Many lawmakers said the United States was already in a
trade war with China and needed new tools to fight it.

Senator Charles Schumer, a Democrat who has been one of the
loudest critics in Congress of China's trade policy, said after
the vote that he was ready to take up the cause in the Senate.
"We plan to push our bill in the Senate when we return later
this year," he said.

GLOBAL CURRENCY WAR?

China's tight leash on the yuan is under intense scrutiny
as countries around the world look to export their way back to
economic health, raising concerns they will intentionally
weaken their currencies to gain an edge.

Japan intervened this month to weaken the yen for the first
time in six years.

The House move is certain to further roil relations with
Beijing, which resents the criticism and says the decision
about the speed of currency reforms is its alone.

China, the largest foreign buyer of U.S. government debt
with holdings of nearly $847 billion as of July, also says its
big trade surplus with the United States is due to Americans
saving too little and no longer making the goods China sells.

While Obama has not taken a position on the legislation,
House Majority Leader Steny Hoyer said lawmakers worked with
the White House to ensure the bill did not violate WTO rules.

Treasury Secretary Timothy Geithner told Congress two weeks
ago that Washington would work with Group of 20 nations to push
China for faster appreciation but several allies expressed
reluctance to join the effort. G20 leaders are set to meet in
Seoul on Nov. 10-11.

ECONOMISTS DOUBT BILL WILL WORK

The House bill allows the Commerce Department to treat
"fundamentally undervalued currencies" as an illegal export
subsidy so that U.S. companies can request a countervailing
duty to offset China's price advantage.

That is expected to encourage steel, paper and other
import-sensitive U.S. industries to file more cases. The United
States now has countervailing duties on less than 3 percent of
its imports from China, which totaled $296 billion in 2009.

Some economists said they understood the politics of the
debate but questioned whether the bill would bring back
American jobs or prod China to move faster on currency reform.

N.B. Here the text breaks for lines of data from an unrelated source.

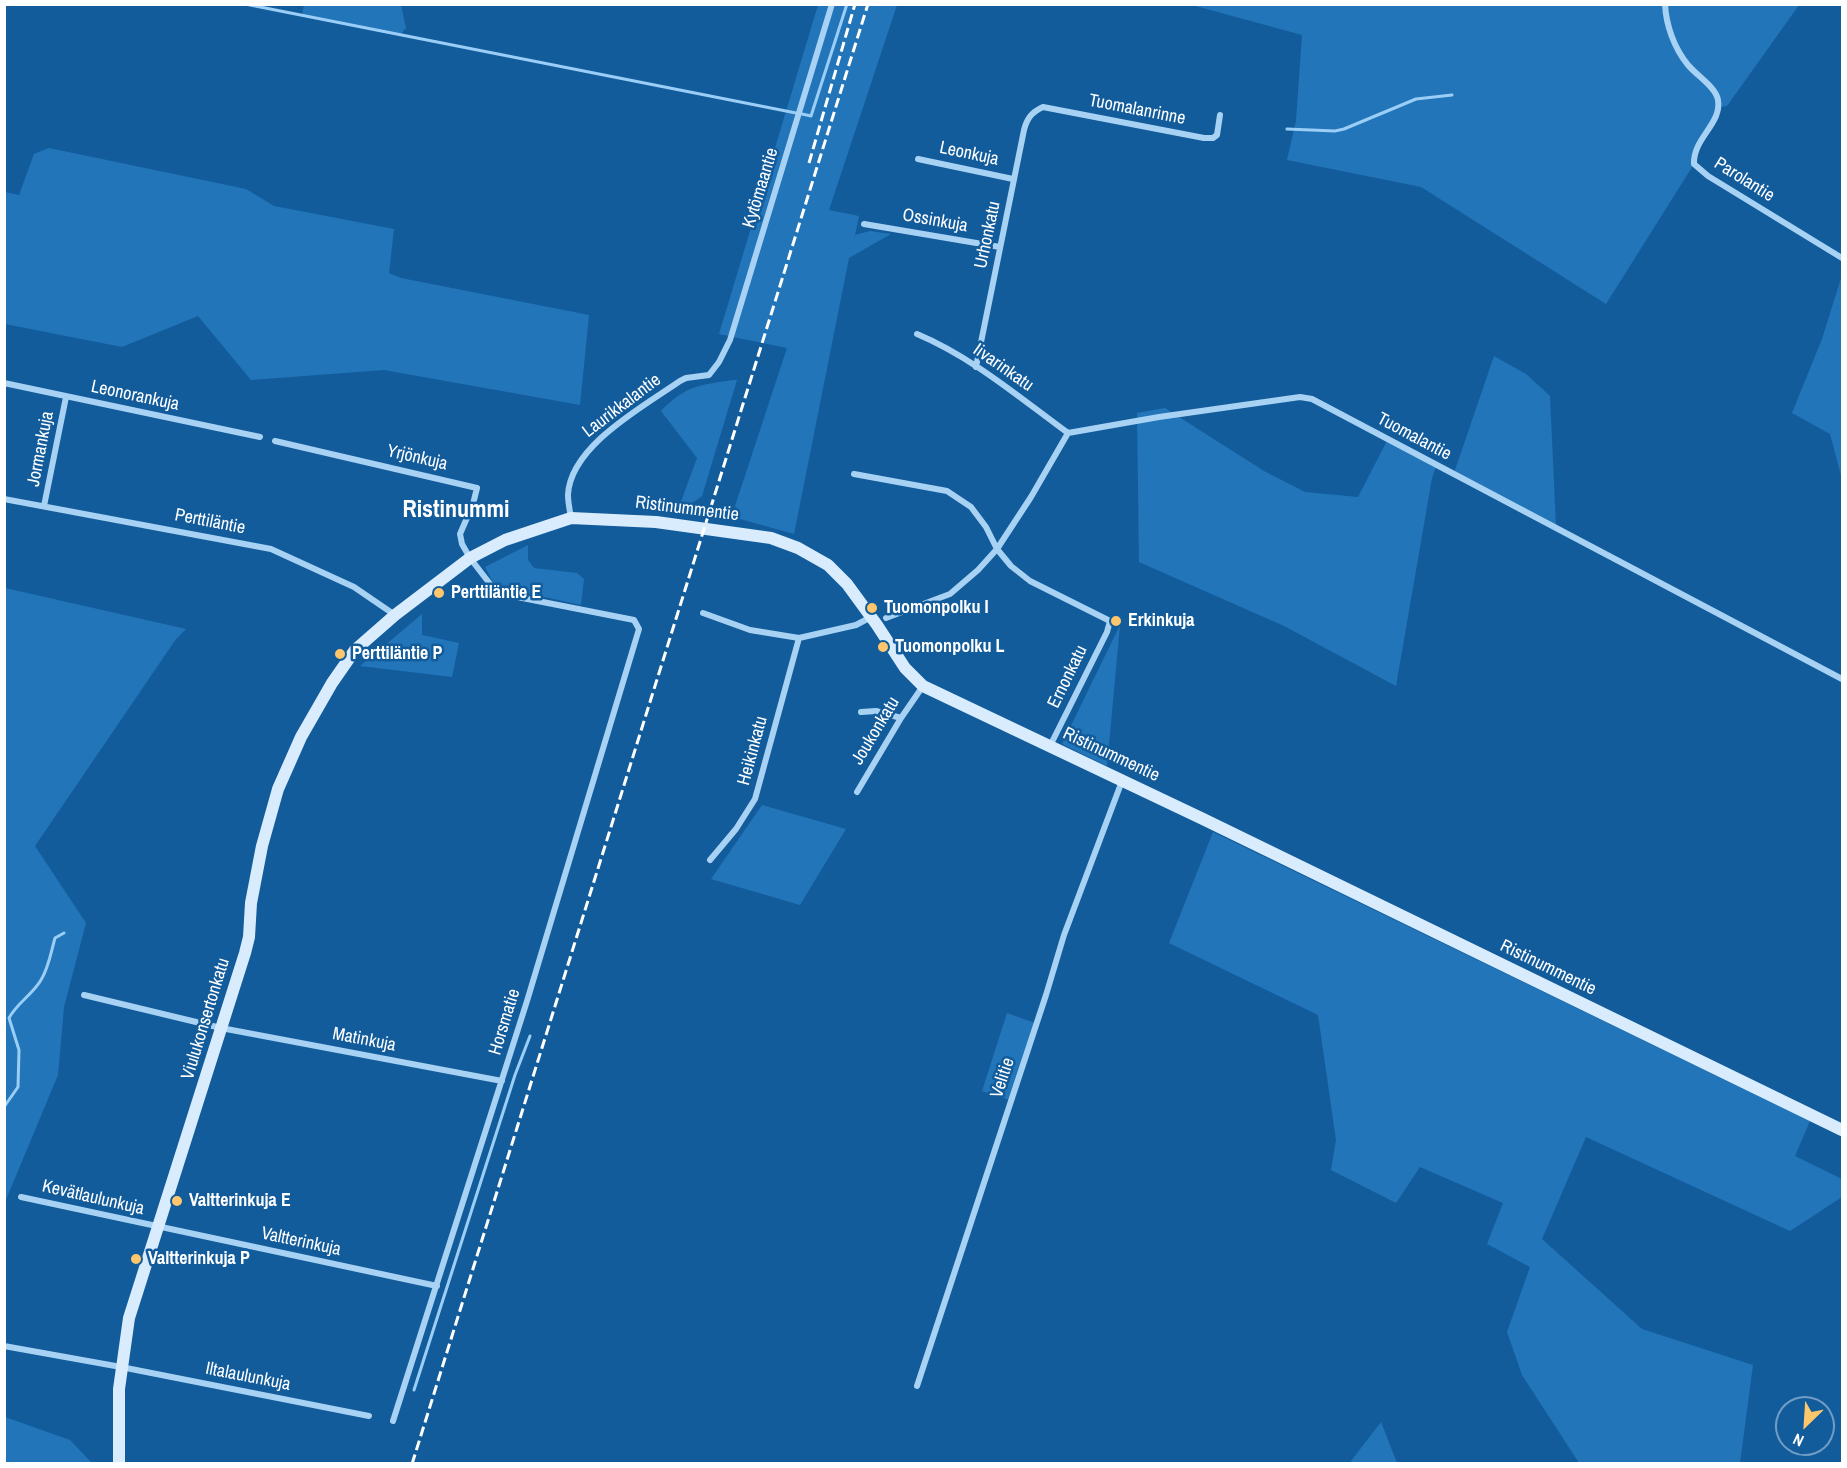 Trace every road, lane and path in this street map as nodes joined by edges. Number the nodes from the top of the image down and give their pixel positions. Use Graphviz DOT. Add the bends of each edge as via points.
graph roads {
  1 [pos="832,4"];
  2 [pos="1665,4"];
  3 [pos="1033,111"];
  4 [pos="1220,115"];
  5 [pos="918,159"];
  6 [pos="1013,179"];
  7 [pos="864,224"];
  8 [pos="1000,247"];
  9 [pos="1842,258"];
  10 [pos="917,334"];
  11 [pos="976,367"];
  12 [pos="709,375"];
  13 [pos="4,383"];
  14 [pos="66,397"];
  15 [pos="1068,433"];
  16 [pos="260,437"];
  17 [pos="275,441"];
  18 [pos="854,474"];
  19 [pos="4,499"];
  20 [pos="44,506"];
  21 [pos="571,518"];
  22 [pos="997,549"];
  23 [pos="470,558"];
  24 [pos="703,614"];
  25 [pos="394,615"];
  26 [pos="871,617"];
  27 [pos="886,618"];
  28 [pos="799,638"];
  29 [pos="1842,679"];
  30 [pos="923,686"];
  31 [pos="861,712"];
  32 [pos="901,718"];
  33 [pos="1050,746"];
  34 [pos="1122,781"];
  35 [pos="857,792"];
  36 [pos="710,860"];
  37 [pos="84,995"];
  38 [pos="221,1028"];
  39 [pos="502,1082"];
  40 [pos="1842,1130"];
  41 [pos="21,1197"];
  42 [pos="159,1228"];
  43 [pos="437,1286"];
  44 [pos="4,1346"];
  45 [pos="121,1367"];
  46 [pos="916,1386"];
  47 [pos="369,1416"];
  48 [pos="393,1421"];
  49 [pos="119,1464"];
  1 -- 12 [label="street, Kytömaantie" via="730,340"];
  2 -- 9 [label="street, Parolantie" via="1666,20 1677,49 1718,99 1715,121 1698,146 1694,164"];
  3 -- 4 [label="street, Tuomalanrinne" via="1043,107 1204,138 1217,135"];
  3 -- 6 [label="street, Urhonkatu" via="1026,121"];
  5 -- 6 [label="street, Leonkuja"];
  6 -- 8 [label="street, Urhonkatu"];
  7 -- 8 [label="street, Ossinkuja"];
  8 -- 11 [label="street, Urhonkatu"];
  10 -- 11 [label="street, Iivarinkatu"];
  11 -- 15 [label="street, Iivarinkatu"];
  12 -- 21 [label="street, Laurikkalantie" via="680,381 596,441 578,462 572,478 568,495"];
  13 -- 14 [label="street, Leonorankuja"];
  14 -- 16 [label="street, Leonorankuja"];
  14 -- 20 [label="street, Jormankuja"];
  15 -- 22 [label="street"];
  15 -- 29 [label="street, Tuomalantie" via="1300,397 1312,399"];
  17 -- 23 [label="street, Yrjönkuja" via="477,488 460,534"];
  18 -- 22 [label="street" via="947,492 971,507"];
  19 -- 20 [label="street, Perttiläntie"];
  20 -- 25 [label="street, Perttiläntie" via="271,549 354,587"];
  21 -- 23 [label="street, Ristinummentie" via="505,540"];
  21 -- 26 [label="street, Ristinummentie" via="656,522 771,538 828,565"];
  22 -- 27 [label="street" via="950,594"];
  22 -- 33 [label="street, Ernonkatu" via="1030,581 1110,621"];
  23 -- 25 [label="street, Ristinummentie"];
  23 -- 39 [label="street, Horsmatie" via="497,593 634,620 639,629"];
  24 -- 28 [label="street" via="750,630"];
  25 -- 38 [label="street, Viulukonsertonkatu" via="355,650 332,683 301,737 278,789 262,846 247,945"];
  26 -- 28 [label="street" via="856,625"];
  26 -- 30 [label="street, Ristinummentie" via="905,668"];
  28 -- 36 [label="street, Heikinkatu" via="755,799"];
  30 -- 32 [label="street, Joukonkatu"];
  30 -- 33 [label="street, Ristinummentie"];
  31 -- 32 [label="street" via="876,711"];
  32 -- 35 [label="street, Joukonkatu"];
  33 -- 34 [label="street, Ristinummentie"];
  34 -- 40 [label="street, Ristinummentie"];
  34 -- 46 [label="street, Velitie" via="1064,935"];
  37 -- 38 [label="street, Matinkuja"];
  38 -- 39 [label="street, Matinkuja"];
  38 -- 42 [label="street, Viulukonsertonkatu"];
  39 -- 43 [label="street, Horsmatie"];
  41 -- 42 [label="street, Kevätlaulunkuja"];
  42 -- 43 [label="street, Valtterinkuja"];
  42 -- 45 [label="street, Viulukonsertonkatu" via="129,1318"];
  43 -- 48 [label="street, Horsmatie"];
  44 -- 45 [label="street, Iltalaulunkuja"];
  45 -- 47 [label="street, Iltalaulunkuja"];
  45 -- 49 [label="street, Viulukonsertonkatu"];
}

"We consume a lot. The Chinese save a lot. We're going to
run a trade imbalance with them," said Derek Scissors of the
Heritage Foundation.

China and the United States have a difficult but vital
diplomatic relationship, not least in dealing with nuclear
threats from Iran and North Korea.

In recent months, Washington and Beijing have also sparred
over Chinese government procurement policies, Internet
censorship, U.S. arms sales to Taiwan and U.S. sympathy for the
Dalai Lama, the exiled Tibetan spiritual leader.